All right. Welcome to another episode of Brainjo bites. This week, we have another episode sparked by a question that came from John inside of the banjo for adult learners, Facebook group, his question, it says, hello, all I’ve been learning claw hammer for about two months. Now, some days when I go to practice my fingers, don’t wanna do what I want. And it feels like I’ve never even held a banjo. Is this normal? Or am I doing something wrong with the learning process? Okay. So first of all, , yes, this is totally normal. I personally have experienced this a great many times. I’m sure there are many of you listening who have as well. And while there are likely several factors that could contribute to variations in our day to day performance. So maybe having too much to drink, either during, a practice session or the night prior or a poor night’s sleep.
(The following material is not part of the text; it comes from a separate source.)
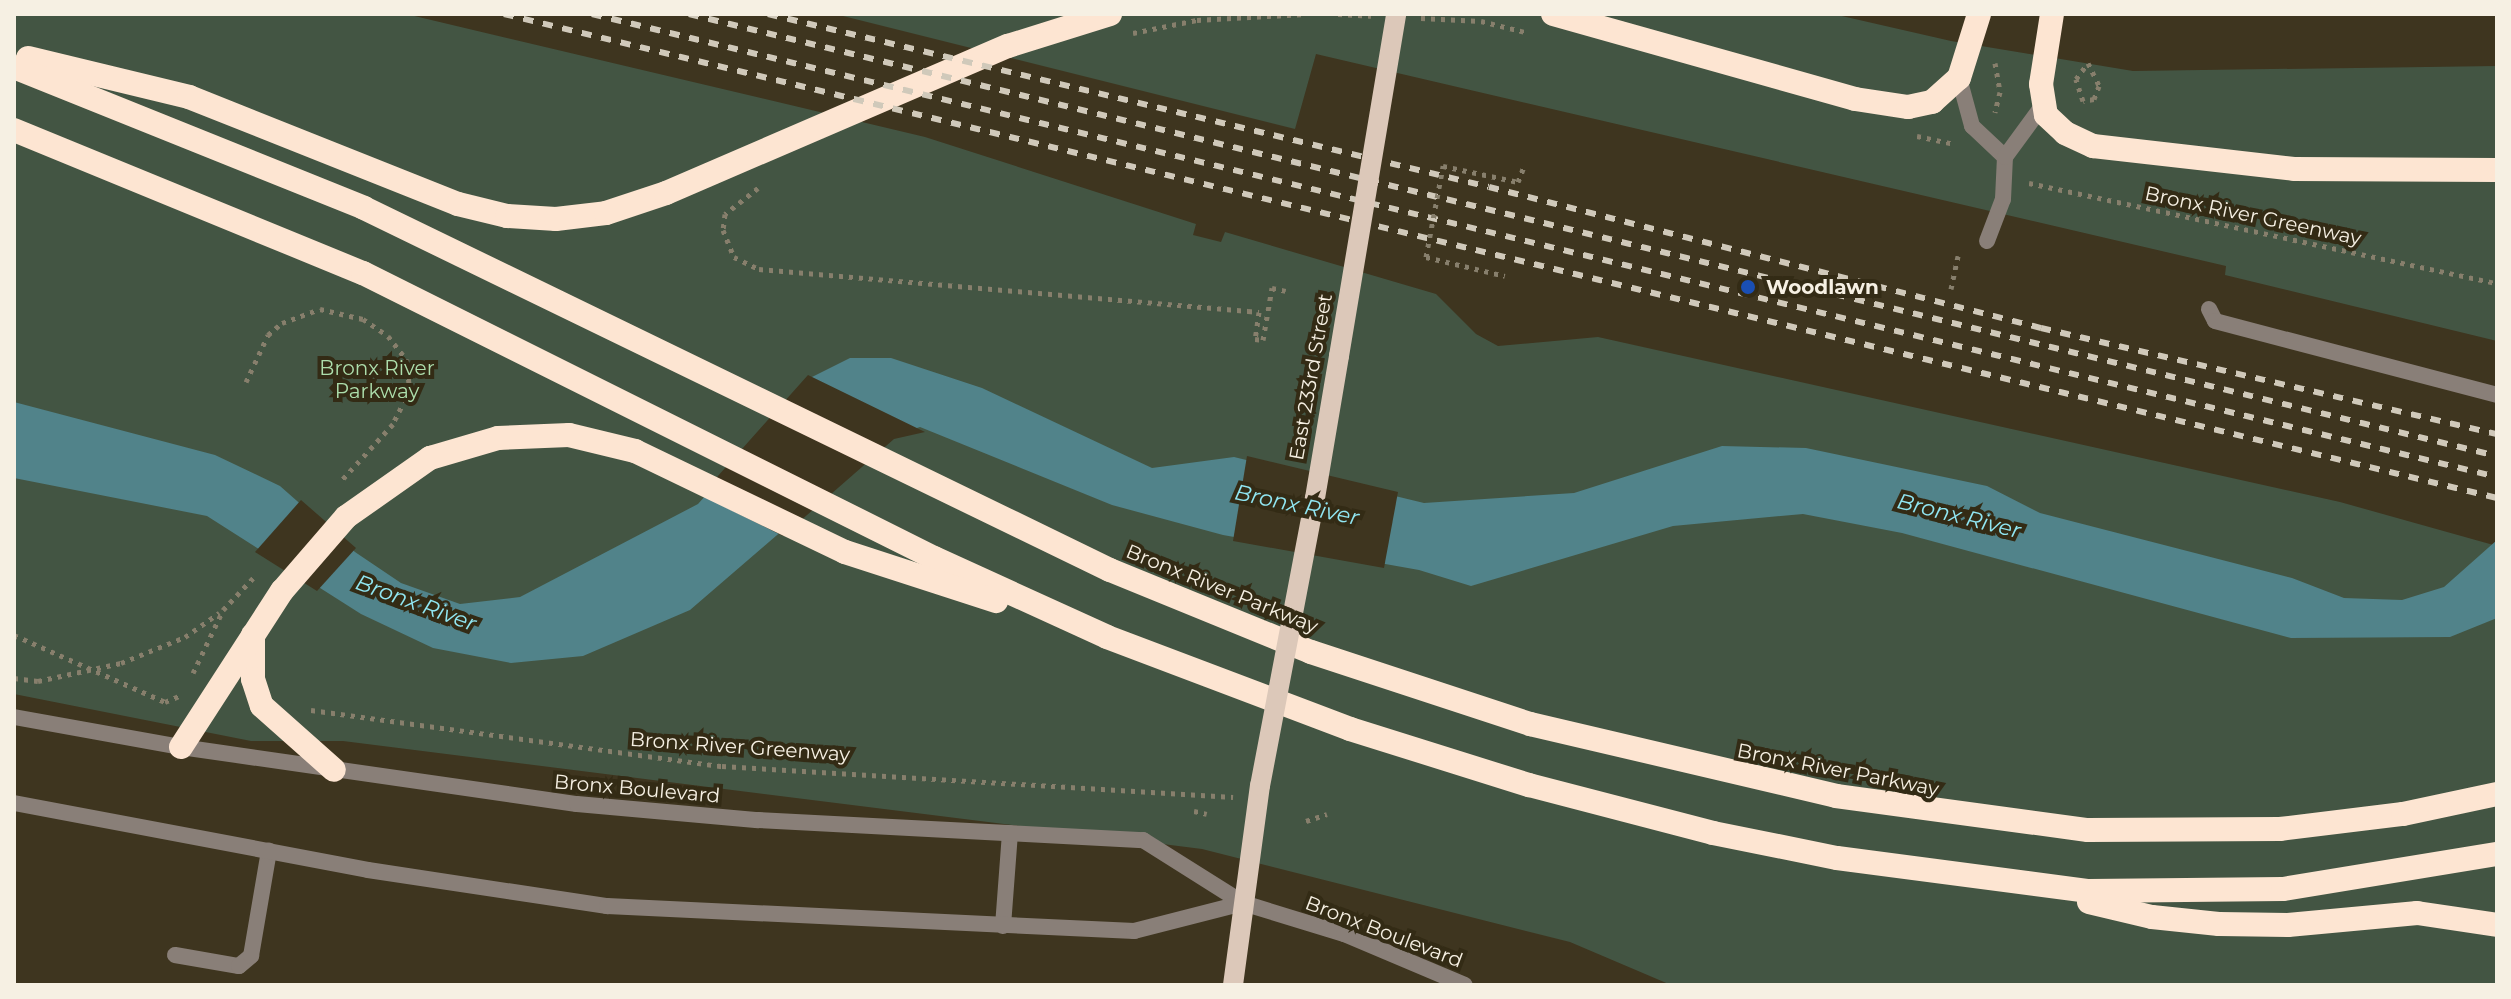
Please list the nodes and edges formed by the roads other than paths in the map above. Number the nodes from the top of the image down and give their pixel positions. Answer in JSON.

But I’m going to focus here on some features of the learning process in the brain that I think will help you to understand not only why this happens, but why we should expect it to happen, , as part of our learning. And I think it’s worth noting that in addition to the above described experience where you pick up your instrument one day and you feel like it’s totally brand new, I know many others have had the opposite experience where you pick up the insrument one day and suddenly something that once felt really challenging now feels much easier. Like you’ve made a sudden leap in progress. I think anybody who’s been playing for any length of time will have experienced that phenomenon as well. It’s one of the things that makes the learning process so addictive when that kind of thing happens.
And it’s really, like I said, the opposite of the phenomenon described in the question. And so we can have these really abrupt changes in our ability levels, which can be in either direction. So what’s going on here as you know, learning anything, including the banjo or any musical instrument is all about changing the brain. And specifically it’s about creating or building new neural networks or, or new neural circuits that are essentially a set of instructions for whatever bit of knowledge that we’re storing and learning. For example, making the shape of a decor on the banjo requires a precise and coordinated series of muscle contractions and relaxations. And when we try this for the first time, we have no networks that we’ve constructed for making those movements. We’re not born to make that shape. It wouldn’t do us any good outside of the context of playing a banjo.
And so we have no networks prebuilt to make our hands form in that position. So it feels really, really hard, but the magic of the brain is that with practice and repetition, we can build a network that does just that. , so once we’ve done, so that network turns on and that whole set of contractions unfolds in our hands, magically move to that shape. It’s no different than how we constructed our networks that enabled us to walk on two feet for the first time. So all of our learning requires changing the brain in some way. Now we have nearly a hundred billion neurons in the brain and each of those are massively connected to each other. So it’s estimated that the average neuron has around a thousand connections to other neurons. Now that’s an average. This varies a lot, depending on the part of the brain we’re talking about.
Some neurons like those in the cerebellum have up to 200,000 connections with other neurons and the place where two neurons connect to each other is known as the Synapse. But this gives you the basic ideas of kind of the raw materials of the computational machinery that we have to play with a hundred billion neurons and a thousand potential connections on average with other neurons. And the way we make new networks that can store new forms of knowledge is by strengthening or weakening the connections amongst large clusters of neurons. And this strengthening of connections mainly happens in the brain, and the synapse being the place where two neurons communicate with each other. And when two neurons do communicate, what you have is an electrical signal that moves down the first neuron, which you can think of like a wire.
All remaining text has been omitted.